There are seven specific occupancy types and chapters that contain CPTED requirements and reference back to Chapter 8. 

  • Educational Facilities, Colleges, and Universities 
  • Lodging 
  • Multi-Dwelling Unit Buildings 
  • Restaurants
  • Shopping Centres 
  • Retail Establishments 
  • Office Buildings 

These chapters each contain a varied amount of CPTED guidance. Some just refer back to Chapter 8, others have more specific guidance. Chapters 14, 15, 17, and 18 provide specific guidance for crime prevention in residential and retail properties. Guidance for protection of these properties includes historical crime data, open and frequent interaction with law enforcement and the community, and keeping only small amounts of cash on hand. Lighting should be adequate and clearly illuminate corridors, stairwells, elevators, and access routes to common areas. The primary entrance, public parking lots, and surrounding outside areas should be lit to prevent crime incidents outside of the establishment.  Aesthetic components should not be installed in a way that would block visibility from the street to the inside of the building. 

Signs, posters, and product displays should not obscure windows. Landscaping should be trimmed and well maintained. The CPTED “2’-6’ rule” for landscaping recommends that plants be no more than 2’ high and tree canopies to be no lower than 6’. Thorny bushes or briars, and thick patches of shrubbery can be used as an intrusion deterrent.

NFPA 1600, Standard on Continuity, Emergency, and Crisis Management, states that, “The entity shall develop a strategy to prevent an incident that threatens life, property, operations, information, and the environment.”  Oene of the strategies that this document recommends is crime prevention through environmental design in regards to site layout, landscape design, and exterior lighting.

NFPA 909, Code for the Protection of Cultural Resource Properties – Museums, Libraries, and Places of Worship, requires that arson prevention be included in property protection goals and objectives.
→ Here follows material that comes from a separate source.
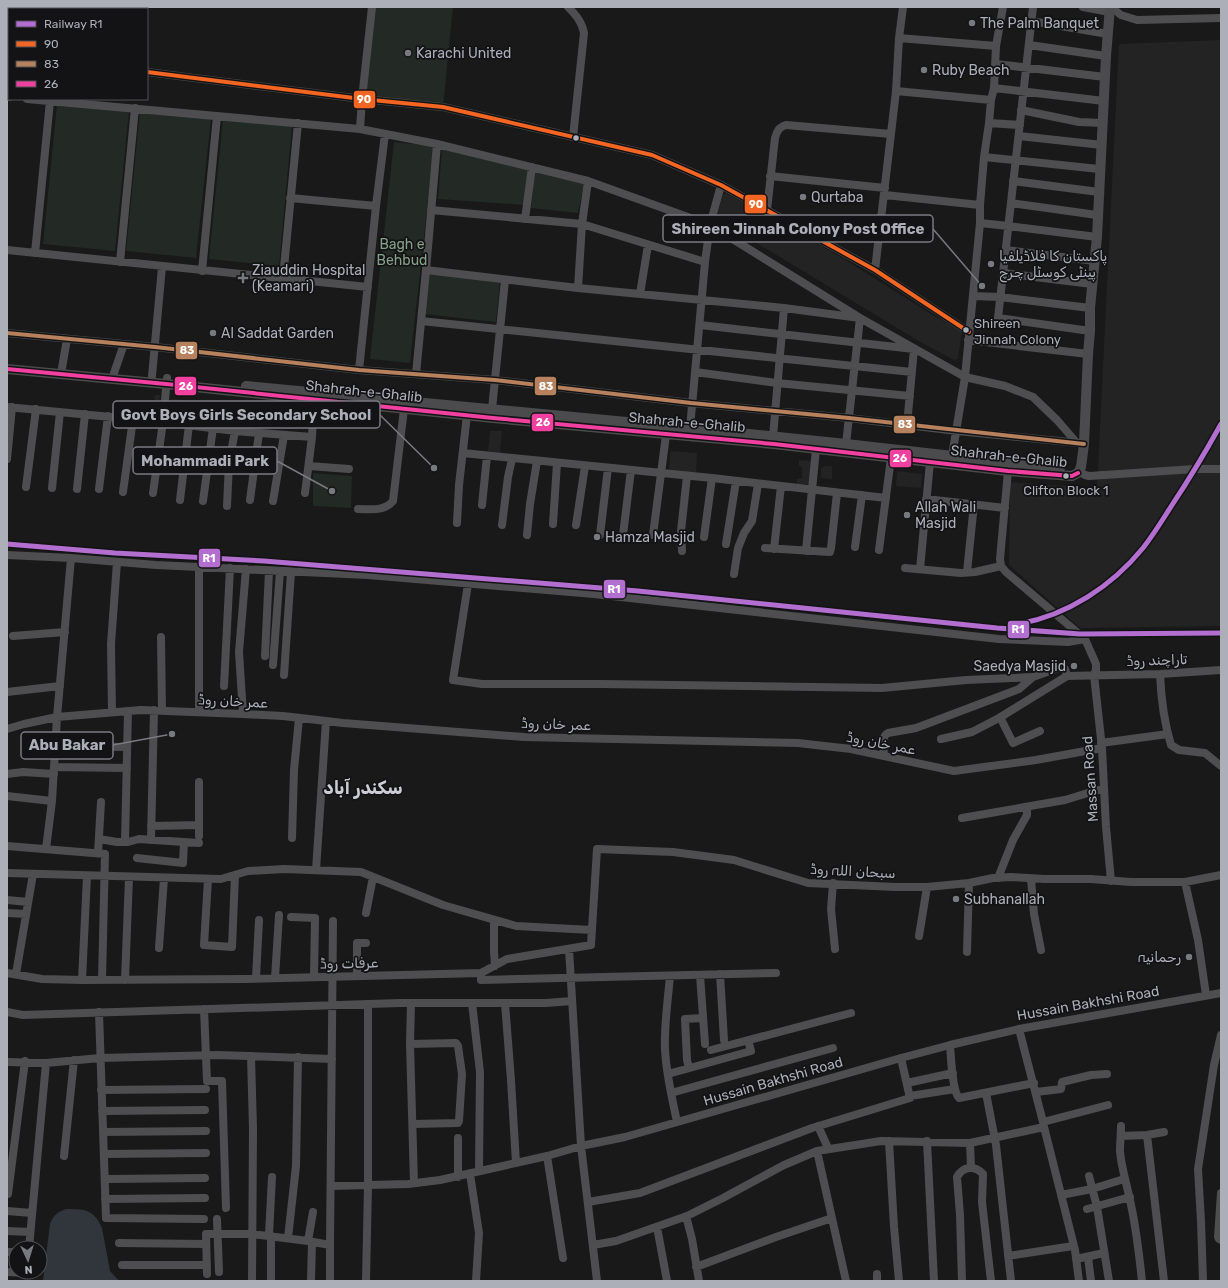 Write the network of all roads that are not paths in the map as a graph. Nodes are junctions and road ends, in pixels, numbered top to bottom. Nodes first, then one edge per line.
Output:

This document states, “ The strongest deterrent to fire setters is good security.” One of the primary suggested elements of a sound security programme is crime prevention through environmental design. 

Implementing CPTED into CRR

While we are assessing our communities for our CRR, community risk reduction programmes, all-hazards focused, not just fire, how can we implement CPTED principles and recommendations into our CRR planning?

Understanding CPTED principles and strategies can be advantageous to the community and the fire service in a multitude of ways. Reduced crime means lower number of emergency responses. More eyes on the street and people out, means faster response when emergencies do occur.  

CPTED as part of a CRR strategy contributes to the safety of fire department personnel and first responders. Maintenance of property, natural surveillance, access control, can eliminate ambush points and make areas and structures safer for first responders. 

CPTED should also be applied for fire protection and emergency management planning and building design. A holistic approach to building design and occupant safety is not complete without taking into account the risks, and perceived risks, of crime or potential threats. Applying CPTED principles can completely change, in the best way, the fire protection design and emergency response plan.

How can we make this happen? This is best accomplished through bringing together our community leaders, planning departments, police and fire departments, and private sector interests. When these groups have an understanding of CPTED and CRR principles then they can work together for a safe and healthy community and improved quality of life.